WORK ORDER – Exact output of all the records is required.

----

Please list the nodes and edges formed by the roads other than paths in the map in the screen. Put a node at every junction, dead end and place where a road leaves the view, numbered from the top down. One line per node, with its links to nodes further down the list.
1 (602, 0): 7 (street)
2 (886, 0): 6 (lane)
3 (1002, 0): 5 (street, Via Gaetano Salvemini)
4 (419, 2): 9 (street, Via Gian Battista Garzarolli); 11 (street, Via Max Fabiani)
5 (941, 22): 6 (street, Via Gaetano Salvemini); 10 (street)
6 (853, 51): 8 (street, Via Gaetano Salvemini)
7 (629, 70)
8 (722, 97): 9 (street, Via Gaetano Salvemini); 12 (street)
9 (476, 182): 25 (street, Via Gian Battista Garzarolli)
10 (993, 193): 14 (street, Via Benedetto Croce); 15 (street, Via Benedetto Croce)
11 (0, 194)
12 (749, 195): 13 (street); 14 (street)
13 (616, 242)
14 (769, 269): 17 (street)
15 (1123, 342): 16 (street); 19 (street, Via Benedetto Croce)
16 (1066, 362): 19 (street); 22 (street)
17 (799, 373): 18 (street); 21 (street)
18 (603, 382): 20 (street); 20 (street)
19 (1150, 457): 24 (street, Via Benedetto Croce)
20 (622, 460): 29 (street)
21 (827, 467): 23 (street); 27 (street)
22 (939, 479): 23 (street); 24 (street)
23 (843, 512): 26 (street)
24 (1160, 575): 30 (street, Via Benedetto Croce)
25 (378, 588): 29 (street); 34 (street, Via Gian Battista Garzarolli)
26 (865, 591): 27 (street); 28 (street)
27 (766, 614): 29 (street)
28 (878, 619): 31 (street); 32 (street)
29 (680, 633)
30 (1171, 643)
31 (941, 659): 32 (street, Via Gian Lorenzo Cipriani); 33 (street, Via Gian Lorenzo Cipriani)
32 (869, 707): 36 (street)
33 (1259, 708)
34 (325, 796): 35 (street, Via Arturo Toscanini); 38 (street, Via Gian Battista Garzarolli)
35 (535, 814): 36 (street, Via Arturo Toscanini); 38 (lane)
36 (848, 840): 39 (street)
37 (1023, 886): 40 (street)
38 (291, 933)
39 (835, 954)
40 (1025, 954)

----

TASK ANSWER –
Please list the nodes and edges formed by the roads other than paths in the map in the screen. Put a node at every junction, dead end and place where a road leaves the view, numbered from the top down. One line per node, with its links to nodes further down the list.
1 (602, 0): 7 (street)
2 (886, 0): 6 (lane)
3 (1002, 0): 5 (street, Via Gaetano Salvemini)
4 (419, 2): 9 (street, Via Gian Battista Garzarolli); 11 (street, Via Max Fabiani)
5 (941, 22): 6 (street, Via Gaetano Salvemini); 10 (street)
6 (853, 51): 8 (street, Via Gaetano Salvemini)
7 (629, 70)
8 (722, 97): 9 (street, Via Gaetano Salvemini); 12 (street)
9 (476, 182): 25 (street, Via Gian Battista Garzarolli)
10 (993, 193): 14 (street, Via Benedetto Croce); 15 (street, Via Benedetto Croce)
11 (0, 194)
12 (749, 195): 13 (street); 14 (street)
13 (616, 242)
14 (769, 269): 17 (street)
15 (1123, 342): 16 (street); 19 (street, Via Benedetto Croce)
16 (1066, 362): 19 (street); 22 (street)
17 (799, 373): 18 (street); 21 (street)
18 (603, 382): 20 (street); 20 (street)
19 (1150, 457): 24 (street, Via Benedetto Croce)
20 (622, 460): 29 (street)
21 (827, 467): 23 (street); 27 (street)
22 (939, 479): 23 (street); 24 (street)
23 (843, 512): 26 (street)
24 (1160, 575): 30 (street, Via Benedetto Croce)
25 (378, 588): 29 (street); 34 (street, Via Gian Battista Garzarolli)
26 (865, 591): 27 (street); 28 (street)
27 (766, 614): 29 (street)
28 (878, 619): 31 (street); 32 (street)
29 (680, 633)
30 (1171, 643)
31 (941, 659): 32 (street, Via Gian Lorenzo Cipriani); 33 (street, Via Gian Lorenzo Cipriani)
32 (869, 707): 36 (street)
33 (1259, 708)
34 (325, 796): 35 (street, Via Arturo Toscanini); 38 (street, Via Gian Battista Garzarolli)
35 (535, 814): 36 (street, Via Arturo Toscanini); 38 (lane)
36 (848, 840): 39 (street)
37 (1023, 886): 40 (street)
38 (291, 933)
39 (835, 954)
40 (1025, 954)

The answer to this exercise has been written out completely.